Something happened this month with Romania’s ING Bank. I’m sure you’re probably aware of it. They managed to execute a several (well, maybe more than just a several) transactions more than once. Well, shit happens, I guess. They have eventually fixed it. At least they say so. I choose believe them.
This unfortunate happening triggered a memory of my first time working in a mission-critical environment where certain operations were supposed to be executed exactly, absolutely, only once. It was for a german company. back in 2013. I am not allowed to mention or make any refference to them or the project, so let’s anonymously call them Weltschmerz Inc. It went something like this (oversimplified diagram):
I don’t claim that ING’s systems can be oversimplified to this level, but for the sake of the argument, and the protection I assumed for the so-called Weltschmerz Inc. let’s go with the banking example.
Trusted actor is me, when using a payment instrument that allows me to innitiate a transaction. (can be me using my card, or me being authenticated in any of their systems)
Trusted application is the innitial endpoint where I place my input describing my transaction (can be a POS, can be an e-banking application, anything)
The Mission-Critical Operation is the magic. Somehow, the application (be it POS, e-banking, whatsoever) knows how to construct such a dangerous operation.
Trick is, that whoever handles the execution of this operation must do it exactly, absolutely, only once. If the trusted application has a bug /attack/misfortune and generates two consecutive identical operations, one of them will never get executed. If I make a dubious mistake and somehow am allowed to quickly press twice a button, or if the e-banking / POS undergoes an attack, the second operation will be invalid. If anyone tries to pull a replay attack, it will still not work.

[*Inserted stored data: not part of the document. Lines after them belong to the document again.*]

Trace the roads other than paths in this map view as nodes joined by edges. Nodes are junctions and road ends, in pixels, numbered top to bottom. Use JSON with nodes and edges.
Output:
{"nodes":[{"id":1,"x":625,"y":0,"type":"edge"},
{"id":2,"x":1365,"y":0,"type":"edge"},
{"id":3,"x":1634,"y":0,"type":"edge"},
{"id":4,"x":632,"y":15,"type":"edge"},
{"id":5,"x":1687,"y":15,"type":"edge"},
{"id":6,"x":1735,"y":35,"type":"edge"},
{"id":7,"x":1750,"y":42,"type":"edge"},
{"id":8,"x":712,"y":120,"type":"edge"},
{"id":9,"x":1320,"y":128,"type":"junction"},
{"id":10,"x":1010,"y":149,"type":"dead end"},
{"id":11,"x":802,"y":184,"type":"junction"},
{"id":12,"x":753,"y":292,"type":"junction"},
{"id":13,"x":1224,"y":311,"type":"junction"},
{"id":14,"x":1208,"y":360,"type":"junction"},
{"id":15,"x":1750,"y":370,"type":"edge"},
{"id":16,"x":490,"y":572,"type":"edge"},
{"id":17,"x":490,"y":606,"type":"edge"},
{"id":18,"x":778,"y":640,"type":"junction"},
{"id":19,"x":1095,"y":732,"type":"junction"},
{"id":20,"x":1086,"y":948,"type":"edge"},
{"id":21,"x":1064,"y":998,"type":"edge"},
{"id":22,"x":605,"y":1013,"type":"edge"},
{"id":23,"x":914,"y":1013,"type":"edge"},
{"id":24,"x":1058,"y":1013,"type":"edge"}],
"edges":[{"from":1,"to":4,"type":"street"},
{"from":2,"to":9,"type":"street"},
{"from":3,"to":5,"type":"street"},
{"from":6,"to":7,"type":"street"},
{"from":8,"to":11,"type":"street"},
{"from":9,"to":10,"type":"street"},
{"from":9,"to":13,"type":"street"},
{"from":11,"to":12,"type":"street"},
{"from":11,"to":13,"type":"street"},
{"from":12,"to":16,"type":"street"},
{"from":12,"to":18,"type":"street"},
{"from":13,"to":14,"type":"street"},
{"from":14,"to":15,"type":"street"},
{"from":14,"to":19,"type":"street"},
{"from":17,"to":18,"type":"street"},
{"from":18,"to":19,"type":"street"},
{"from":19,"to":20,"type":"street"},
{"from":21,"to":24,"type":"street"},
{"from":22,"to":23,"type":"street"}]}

How to tackle this? Well, there are alot of solutions for this problem. Most of them gravitate around cryptography and efficient searching, here’s the approach we took back then:
Digitally signing the operation: necesarry in order to obtain a trusted fingerprint of the operation. the perfect unique identifier of the operation.
I understand, it is not easy to accomodate a digital signature ecosystem inside your infrastructure, there’s a lot of trust, PKI + certificates, guns, doors, locks, bieurocracy and shit to handle. It is expensive, but that’s life, no other way around it unfortunately.
Storing and partitioning: this signed version is stored wherever. However its signed hash must be partitioned based on variable that derrive from the business itself. If we are to consider banking, and if we speculate, we could come up to: time of the operation, identified recipient, innitiator, requested value, actual value, soo many more possibilities…. This partition is needed because, well, theory and practice tells us that “unicity has no value unless confined” If you are a very young developer, keep that in mind, it will cut you some slack later in your life.
Storing this hash uniquely inside a partition is easy now, it is ultimately just a carefull comparrison of the hashes inside a partition and the new operation which is a candidate for execution.
Hint: be carefull in including time in your partition. Time should not only be a part inside the signed operation, but also a separate, synchronised, independent, clock. I’m sure you already know this.
If you do this partitioning and time handling by the book, no replay attack will ever work.
Execution: Goes in all partitions that have something inside of them, gets the operations, does the magic. Magic does not include deleting the operation hash in the partition afterwards. It includes some other magic maker. I choosed my words carefully here :). #ACID.
There’s a lot more to it:
- signed hashes should be considered highly sensitive secrets, tough an encryption mechanism must be employed. Key management in this case is an issue. That’s why you will probably need an HSM or some sort of simmilar vault for the keys, and key derivates
- choose your algorithms carefully. If you have no real expertise in cryptography, please call someone that does. Never assume anything here unless you really know how to validate your assumptions
- maintaining such an infrastructure comes with a cost. It’s not such a deal breaker, but it is to be considered.
Again, I am not claiming that ING Romania did anything less than the best in order to ensure the singular execution, this article is not related directly to them. It is just a kind reminder, that it is possible to design such a mission-critical environment, for singular execution of certain operations.
As for my experience, it was not in banking, but rather a more open environment. #Marine, #Navigation.
Cheers to us all.